**TASK DESCRIPTION**
Transcribe all the entries word for word, but omit the images.

**DATA TO USE**
+++++
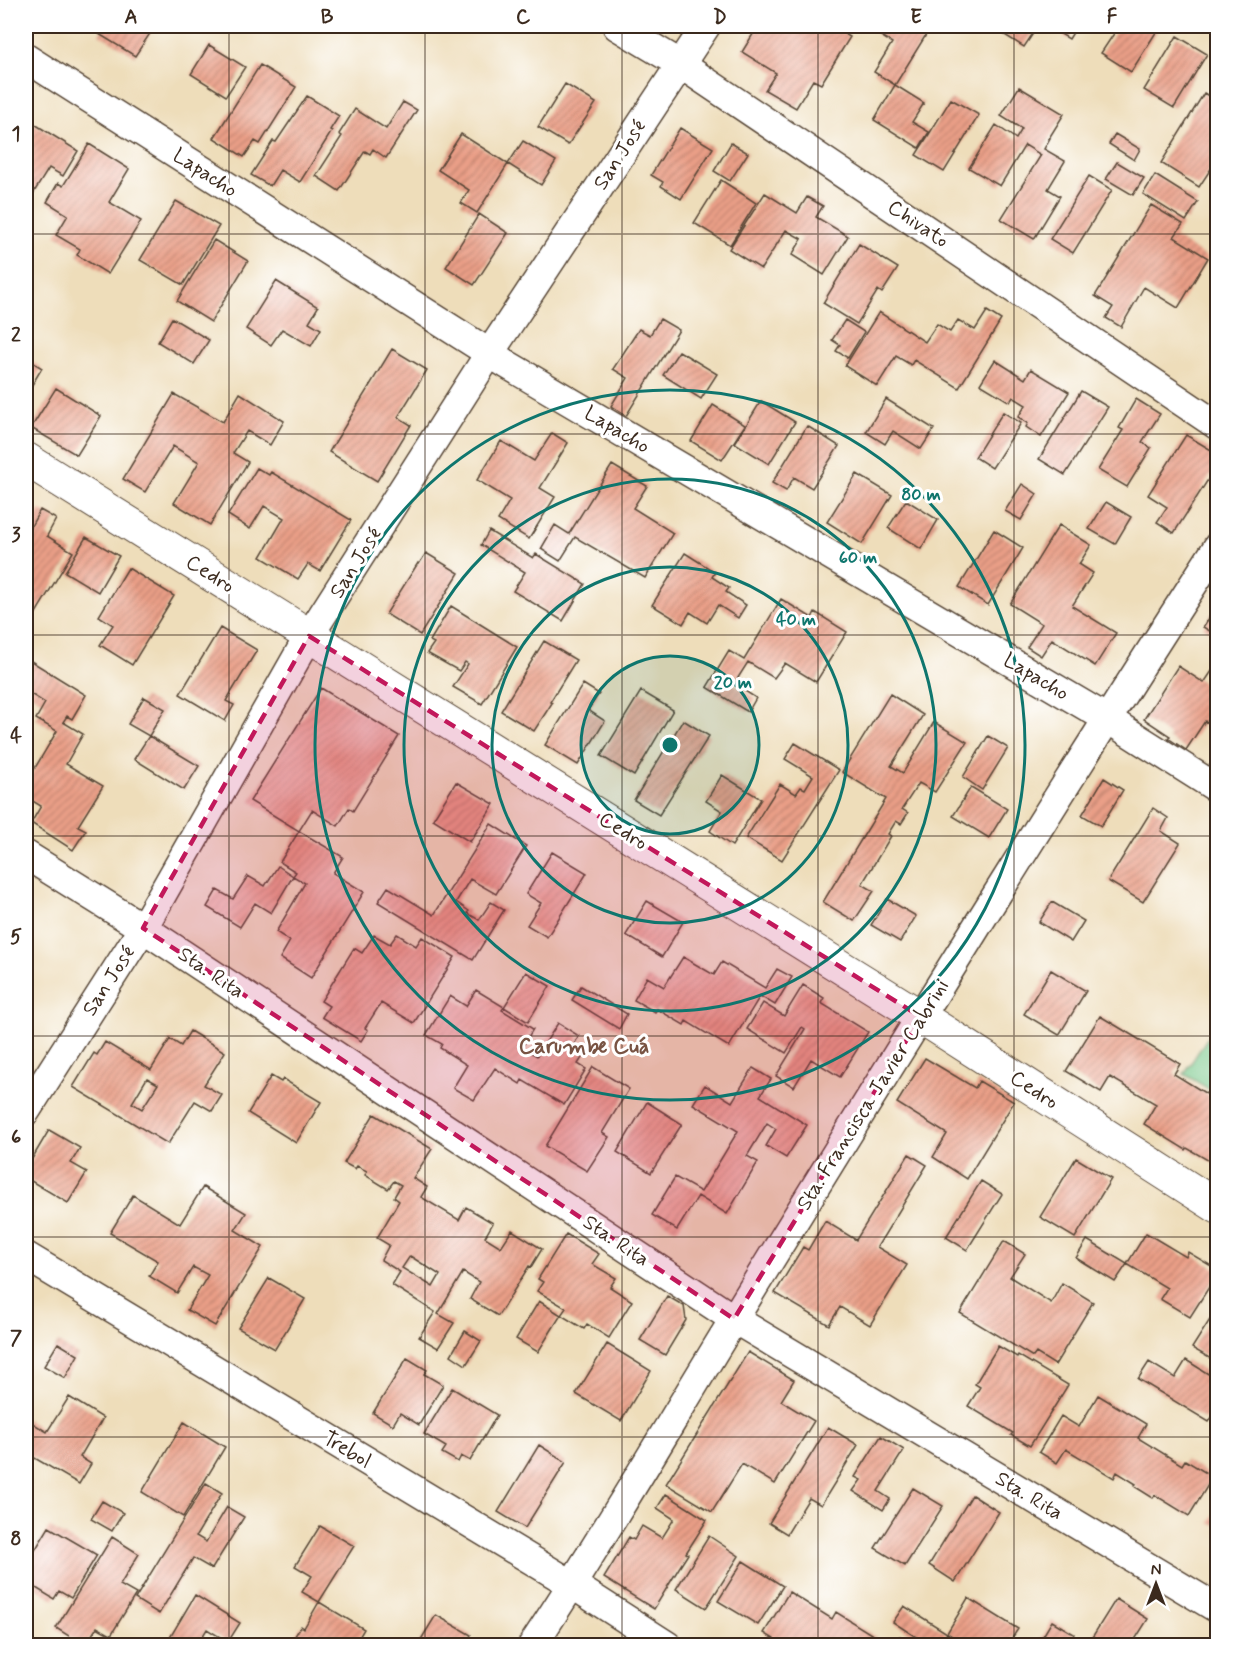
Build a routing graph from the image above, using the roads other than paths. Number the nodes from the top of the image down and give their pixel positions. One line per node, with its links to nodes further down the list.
1 (617, 26): 4 (street, Chivato)
2 (706, 26): 4 (street, San José)
3 (26, 58): 5 (street, Lapacho)
4 (680, 64): 5 (street, San José); 6 (street, Chivato)
5 (489, 354): 9 (street, San José); 10 (street, Lapacho)
6 (1218, 426)
7 (26, 459): 9 (street, Cedro)
8 (1218, 546): 10 (street, Sta. Francisca Javier Cabrini)
9 (309, 636): 13 (street, San José); 14 (street, Cedro)
10 (1106, 718): 11 (street, Lapacho); 14 (street, Sta. Francisca Javier Cabrini)
11 (1218, 789)
12 (26, 855): 13 (street, Sta. Rita)
13 (143, 928): 15 (street, San José); 18 (street, Sta. Rita)
14 (921, 1017): 16 (street, Cedro); 18 (street, Sta. Francisca Javier Cabrini)
15 (26, 1112)
16 (1218, 1208)
17 (26, 1256): 19 (street, Trebol)
18 (734, 1319): 19 (street, Sta. Francisca Javier Cabrini); 20 (street, Sta. Rita)
19 (573, 1585): 21 (street, Sta. Francisca Javier Cabrini); 22 (street, Trebol)
20 (1218, 1609)
21 (532, 1646)
22 (668, 1646)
+++++
**FINAL ANSWER**
Build a routing graph from the image above, using the roads other than paths. Number the nodes from the top of the image down and give their pixel positions. One line per node, with its links to nodes further down the list.
1 (617, 26): 4 (street, Chivato)
2 (706, 26): 4 (street, San José)
3 (26, 58): 5 (street, Lapacho)
4 (680, 64): 5 (street, San José); 6 (street, Chivato)
5 (489, 354): 9 (street, San José); 10 (street, Lapacho)
6 (1218, 426)
7 (26, 459): 9 (street, Cedro)
8 (1218, 546): 10 (street, Sta. Francisca Javier Cabrini)
9 (309, 636): 13 (street, San José); 14 (street, Cedro)
10 (1106, 718): 11 (street, Lapacho); 14 (street, Sta. Francisca Javier Cabrini)
11 (1218, 789)
12 (26, 855): 13 (street, Sta. Rita)
13 (143, 928): 15 (street, San José); 18 (street, Sta. Rita)
14 (921, 1017): 16 (street, Cedro); 18 (street, Sta. Francisca Javier Cabrini)
15 (26, 1112)
16 (1218, 1208)
17 (26, 1256): 19 (street, Trebol)
18 (734, 1319): 19 (street, Sta. Francisca Javier Cabrini); 20 (street, Sta. Rita)
19 (573, 1585): 21 (street, Sta. Francisca Javier Cabrini); 22 (street, Trebol)
20 (1218, 1609)
21 (532, 1646)
22 (668, 1646)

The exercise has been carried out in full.